InnoPac Record: http://library.polyu.edu.hk/record=b2456192
URI: http://theses.lib.polyu.edu.hk/handle/200/6181
Abstract: The research work described in this thesis aims to the preparation of novel nanostructured materials starting from an inexpensive building block, amphiphilic hollow particles. These particles are composed of polyethyleneimine-g-poly(methyl methacrylate) (PEI-g-PMMA) copolymer which is derived from its corresponding PMMA/PEI core-shell particle. A wide range of interesting nanostructured materials such as nanotubes, nanofibers, urchin-like, snowflake-like hierarchical structures have been constructed by simply manipulating assembling conditions such as co-solvent composition, temperature and solution pH. Assembling mechanism for the formation of nanotubes from hollow particles of PEI-g-PMMA was first investigated at either 15 or 17℃ with fluid shear in a mixture of dichloromethane (DCM) and water. Effects of stirring rate and DCM to water volume ratio on the hollow particle assembly were systematically examined. Surface properties and morphology of the hollow particles as well as the resulting assemblies in both DCM and water were characterized by X-ray photoelectron spectroscopy and transmission electron microscopy. Results from these studies suggest four key features of this assembly process: 1) Morphology of the amphiphilic hollow particle is inversable in organic solvent and water. 2) The assembly process can only occur with appropriate fluid shear and DCM/water ratio. 3) The hollow particles can undergo deformation to ellipsoidal shape with fluid shear at 350 rpm in an appropriate DCM/water (e.g. 3:7 v/v) mixture. 4) The elongated hollow particles are able to assemble into linear aggregates via tip-to-tip connection, followed by coalescence and fusion to generate hollow nanotubes with diameters less than 150 nm. The lengths of the nanotubes can be extended to micron-scale, and they can be easily aligned via a simple dip-coating method. This simple and inexpensive assembly process using amphiphilic hollow particle as a building block is dramatically different from the well-known self-assembly of block copolymers into different nanostructures under equilibrium conditions.
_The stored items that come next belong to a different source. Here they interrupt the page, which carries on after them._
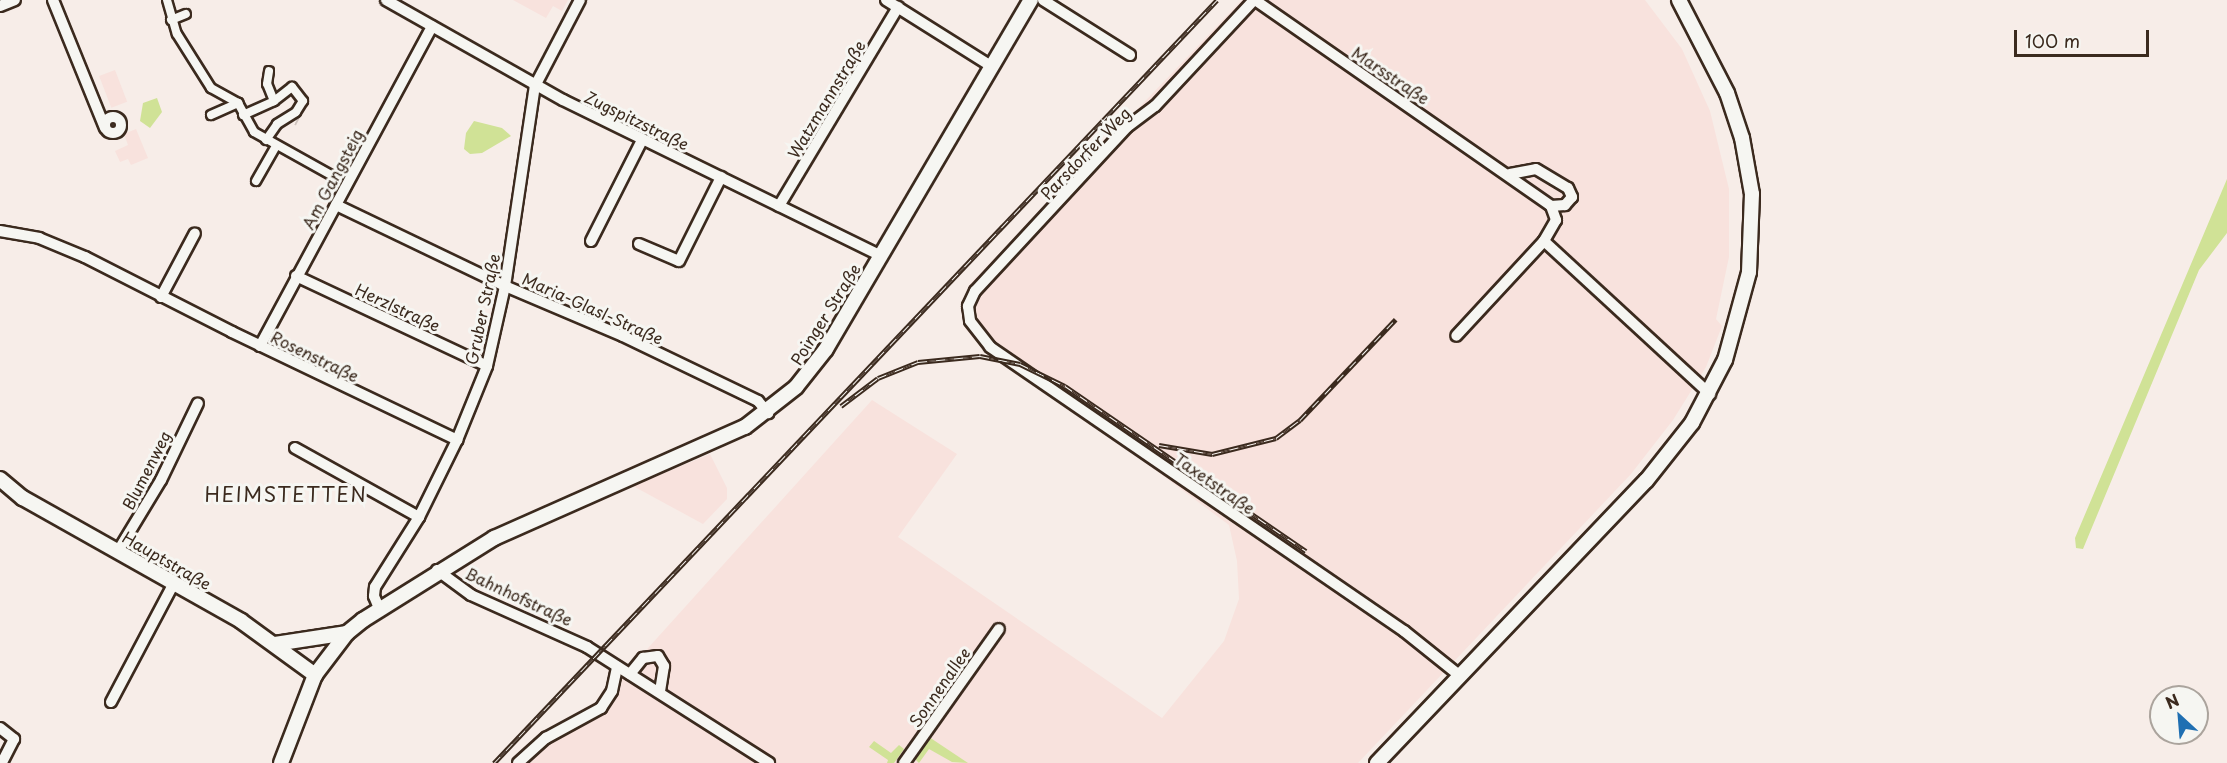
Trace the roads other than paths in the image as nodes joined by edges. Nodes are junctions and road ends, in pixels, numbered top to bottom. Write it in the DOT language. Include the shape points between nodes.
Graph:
graph roads {
  1 [pos="15,0"];
  2 [pos="53,0"];
  3 [pos="167,0"];
  4 [pos="386,0"];
  5 [pos="580,0"];
  6 [pos="886,0"];
  7 [pos="1031,0"];
  8 [pos="1043,0"];
  9 [pos="1255,0"];
  10 [pos="1678,0"];
  11 [pos="0,6"];
  12 [pos="898,7"];
  13 [pos="186,14"];
  14 [pos="171,20"];
  15 [pos="432,26"];
  16 [pos="177,34"];
  17 [pos="168,38"];
  18 [pos="1130,55"];
  19 [pos="991,66"];
  20 [pos="269,71"];
  21 [pos="536,86"];
  22 [pos="274,101"];
  23 [pos="238,103"];
  24 [pos="211,115"];
  25 [pos="243,115"];
  26 [pos="105,128"];
  27 [pos="266,140"];
  28 [pos="642,140"];
  29 [pos="276,146"];
  30 [pos="1510,174"];
  31 [pos="721,177"];
  32 [pos="338,179"];
  33 [pos="256,182"];
  34 [pos="336,205"];
  35 [pos="779,206"];
  36 [pos="1551,206"];
  37 [pos="0,231"];
  38 [pos="195,233"];
  39 [pos="1544,241"];
  40 [pos="591,242"];
  41 [pos="639,244"];
  42 [pos="881,256"];
  43 [pos="296,276"];
  44 [pos="505,286"];
  45 [pos="161,297"];
  46 [pos="968,306"];
  47 [pos="1456,336"];
  48 [pos="260,346"];
  49 [pos="487,366"];
  50 [pos="1705,390"];
  51 [pos="198,403"];
  52 [pos="768,413"];
  53 [pos="457,440"];
  54 [pos="295,448"];
  55 [pos="0,479"];
  56 [pos="419,517"];
  57 [pos="118,551"];
  58 [pos="437,570"];
  59 [pos="174,583"];
  60 [pos="379,608"];
  61 [pos="999,629"];
  62 [pos="347,633"];
  63 [pos="275,644"];
  64 [pos="617,667"];
  65 [pos="630,674"];
  66 [pos="315,675"];
  67 [pos="1459,675"];
  68 [pos="660,690"];
  69 [pos="111,702"];
  70 [pos="0,728"];
  71 [pos="3,763"];
  72 [pos="281,763"];
  73 [pos="518,763"];
  74 [pos="769,763"];
  75 [pos="904,763"];
  76 [pos="1377,763"];
  1 -- 11 [label="street"];
  2 -- 26 [label="street"];
  3 -- 14 [label="street"];
  4 -- 15 [label="street, Zugspitzstraße"];
  5 -- 21 [label="street, Gruber Straße"];
  6 -- 12 [label="street"];
  7 -- 19 [label="street, Poinger Straße"];
  8 -- 18 [label="street"];
  9 -- 30 [label="street, Marsstraße"];
  9 -- 46 [label="street, Parsdorfer Weg" via="1155,106 1122,132 975,291"];
  10 -- 50 [label="street" via="1728,93 1742,138 1752,194 1752,249 1746,294 1725,360"];
  12 -- 19 [label="street"];
  12 -- 35 [label="street, Watzmannstraße"];
  13 -- 14 [label="street"];
  14 -- 16 [label="street"];
  15 -- 21 [label="street, Zugspitzstraße"];
  15 -- 34 [label="street, Am Gangsteig"];
  16 -- 17 [label="street"];
  16 -- 23 [label="street" via="211,88"];
  19 -- 42 [label="street, Poinger Straße"];
  20 -- 22 [label="street" via="267,84"];
  21 -- 28 [label="street, Zugspitzstraße"];
  21 -- 44 [label="street, Gruber Straße"];
  22 -- 25 [label="street"];
  22 -- 27 [label="street" via="292,87 303,100 292,119 276,124"];
  23 -- 24 [label="street"];
  23 -- 25 [label="street"];
  25 -- 27 [label="street" via="254,132"];
  27 -- 29 [label="street"];
  28 -- 31 [label="street, Zugspitzstraße"];
  28 -- 40 [label="street"];
  29 -- 32 [label="street"];
  29 -- 33 [label="street"];
  30 -- 36 [label="street, Marsstraße"];
  30 -- 36 [label="street" via="1536,169 1568,188 1572,197 1565,205"];
  31 -- 35 [label="street, Zugspitzstraße"];
  31 -- 41 [label="street" via="679,261"];
  34 -- 43 [label="street, Am Gangsteig"];
  34 -- 44 [label="street, Maria-Glasl-Straße"];
  35 -- 42 [label="street, Zugspitzstraße"];
  36 -- 39 [label="street" via="1556,220"];
  37 -- 45 [label="street, Rosenstraße" via="56,244"];
  38 -- 45 [label="street"];
  39 -- 47 [label="street"];
  39 -- 50 [label="street"];
  42 -- 52 [label="street, Poinger Straße" via="813,367"];
  43 -- 48 [label="street, Am Gangsteig"];
  43 -- 49 [label="street, Herzlstraße"];
  44 -- 49 [label="street, Gruber Straße"];
  44 -- 52 [label="street, Maria-Glasl-Straße" via="551,303 758,400"];
  45 -- 48 [label="street, Rosenstraße"];
  46 -- 67 [label="street, Taxetstraße" via="970,321 990,347 1404,631"];
  48 -- 53 [label="street, Rosenstraße"];
  49 -- 53 [label="street, Gruber Straße"];
  50 -- 67 [label="street" via="1646,481"];
  51 -- 57 [label="street, Blumenweg" via="161,480"];
  52 -- 58 [label="street, Poinger Straße" via="719,441 526,522"];
  53 -- 56 [label="street, Gruber Straße"];
  54 -- 56 [label="street"];
  55 -- 57 [label="street, Hauptstraße" via="23,498"];
  56 -- 60 [label="street, Gruber Straße" via="375,587"];
  57 -- 59 [label="street, Hauptstraße"];
  58 -- 60 [label="street"];
  58 -- 64 [label="street, Bahnhofstraße" via="471,595 558,632"];
  59 -- 63 [label="street, Hauptstraße"];
  59 -- 69 [label="street"];
  60 -- 62 [label="street"];
  61 -- 75 [label="street, Sonnenallee"];
  62 -- 63 [label="street"];
  62 -- 66 [label="street"];
  63 -- 66 [label="street, Hauptstraße"];
  64 -- 65 [label="street, Bahnhofstraße"];
  64 -- 73 [label="street" via="612,691 601,708 546,738"];
  65 -- 68 [label="street, Bahnhofstraße"];
  65 -- 68 [label="street" via="643,658 658,656 664,666"];
  66 -- 72 [label="street"];
  67 -- 76 [label="street"];
  68 -- 74 [label="street, Bahnhofstraße"];
  70 -- 71 [label="street" via="14,739"];
}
Assembling temperature has shown profound effect on the morphology of the hollow particles and resulting assemblies. Varying solution temperatures from 15 to 45℃ lead to the formation of different sizes of hollow particles ranging from 28 to 225 nm in diameter, respectively. The resultant hollow particles could be further converted into snowflake-shape under a rapid temperature quenching process. In the case of preformed nanotubes, increasing solution temperature can enhance the hydrophobic interaction between PMMA graft chains inside the nanotube, resulting in the transformation of nanotube to nanofiber with diameter ranging from 17 to 137 nm. Various novel hierarchical microstructures can also be fabricated using preformed nanotubes as building block through pH tuning. The formation of three-dimensional hierarchical structures in aqueous solution over a pH range from 5 to 13 are captured by field-emission scanning electron microscopy (FE-SEM), transmission electron microscopy (TEM) and atomic force microscopy (AFM). The hierarchical structures display distinct assembly profiles across three pH regimes. At low pH (pH =3.0), nanotube building blocks appear in random orientation and distribution. There is almost no hierarchical assembly under this condition. At pH between 6 and 8, the nanotube building blocks transform into straw-sheaflike bundle and fractal-like structures. At pH 9 which is close to isoelectric point of the nanotubular charge density as determined with a zeta-potential measurement, nanotubes align into parallel bundles and pack into highly packed columnar structures. When solution pH is above 10, the bundles (in straw-sheaf morphology) with loosely agglomerated fantail-shaped morphology are further assembled into plate-like morphology with interwoven networks. The in-depth understanding gained through this study can guide the design and manipulation of self-assembly of various amphiphilic hollow particles, thus generating diverse and intriguing nanostructured materials.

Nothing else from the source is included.